Segment Start: Exercise material

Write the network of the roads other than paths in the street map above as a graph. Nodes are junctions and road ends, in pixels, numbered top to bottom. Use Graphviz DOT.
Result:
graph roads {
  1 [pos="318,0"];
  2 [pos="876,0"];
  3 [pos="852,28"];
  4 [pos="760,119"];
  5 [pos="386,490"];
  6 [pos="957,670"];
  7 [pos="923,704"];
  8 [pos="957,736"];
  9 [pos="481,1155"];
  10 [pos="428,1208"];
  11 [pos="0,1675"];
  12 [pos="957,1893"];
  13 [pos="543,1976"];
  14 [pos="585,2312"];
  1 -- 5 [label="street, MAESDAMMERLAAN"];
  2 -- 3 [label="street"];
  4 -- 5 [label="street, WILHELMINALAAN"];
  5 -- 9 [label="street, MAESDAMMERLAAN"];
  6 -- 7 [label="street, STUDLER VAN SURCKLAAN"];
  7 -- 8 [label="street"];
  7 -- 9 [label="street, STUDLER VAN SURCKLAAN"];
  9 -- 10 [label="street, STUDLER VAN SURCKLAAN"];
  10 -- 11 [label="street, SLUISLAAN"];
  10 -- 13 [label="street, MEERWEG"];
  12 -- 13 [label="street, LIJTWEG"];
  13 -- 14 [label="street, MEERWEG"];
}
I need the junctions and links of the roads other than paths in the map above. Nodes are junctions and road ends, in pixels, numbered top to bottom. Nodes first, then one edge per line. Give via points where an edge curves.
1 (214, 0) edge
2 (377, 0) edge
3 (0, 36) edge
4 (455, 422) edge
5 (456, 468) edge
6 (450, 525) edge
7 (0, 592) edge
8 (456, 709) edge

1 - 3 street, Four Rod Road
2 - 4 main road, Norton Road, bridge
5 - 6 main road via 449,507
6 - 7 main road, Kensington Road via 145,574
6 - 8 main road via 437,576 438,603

Segment End: Exercise material

* [Work task] Each entry must be printed again exactly as given.

* [Task result]
Write the network of the roads other than paths in the street map above as a graph. Nodes are junctions and road ends, in pixels, numbered top to bottom. Use Graphviz DOT.
Result:
graph roads {
  1 [pos="318,0"];
  2 [pos="876,0"];
  3 [pos="852,28"];
  4 [pos="760,119"];
  5 [pos="386,490"];
  6 [pos="957,670"];
  7 [pos="923,704"];
  8 [pos="957,736"];
  9 [pos="481,1155"];
  10 [pos="428,1208"];
  11 [pos="0,1675"];
  12 [pos="957,1893"];
  13 [pos="543,1976"];
  14 [pos="585,2312"];
  1 -- 5 [label="street, MAESDAMMERLAAN"];
  2 -- 3 [label="street"];
  4 -- 5 [label="street, WILHELMINALAAN"];
  5 -- 9 [label="street, MAESDAMMERLAAN"];
  6 -- 7 [label="street, STUDLER VAN SURCKLAAN"];
  7 -- 8 [label="street"];
  7 -- 9 [label="street, STUDLER VAN SURCKLAAN"];
  9 -- 10 [label="street, STUDLER VAN SURCKLAAN"];
  10 -- 11 [label="street, SLUISLAAN"];
  10 -- 13 [label="street, MEERWEG"];
  12 -- 13 [label="street, LIJTWEG"];
  13 -- 14 [label="street, MEERWEG"];
}
I need the junctions and links of the roads other than paths in the map above. Nodes are junctions and road ends, in pixels, numbered top to bottom. Nodes first, then one edge per line. Give via points where an edge curves.
1 (214, 0) edge
2 (377, 0) edge
3 (0, 36) edge
4 (455, 422) edge
5 (456, 468) edge
6 (450, 525) edge
7 (0, 592) edge
8 (456, 709) edge

1 - 3 street, Four Rod Road
2 - 4 main road, Norton Road, bridge
5 - 6 main road via 449,507
6 - 7 main road, Kensington Road via 145,574
6 - 8 main road via 437,576 438,603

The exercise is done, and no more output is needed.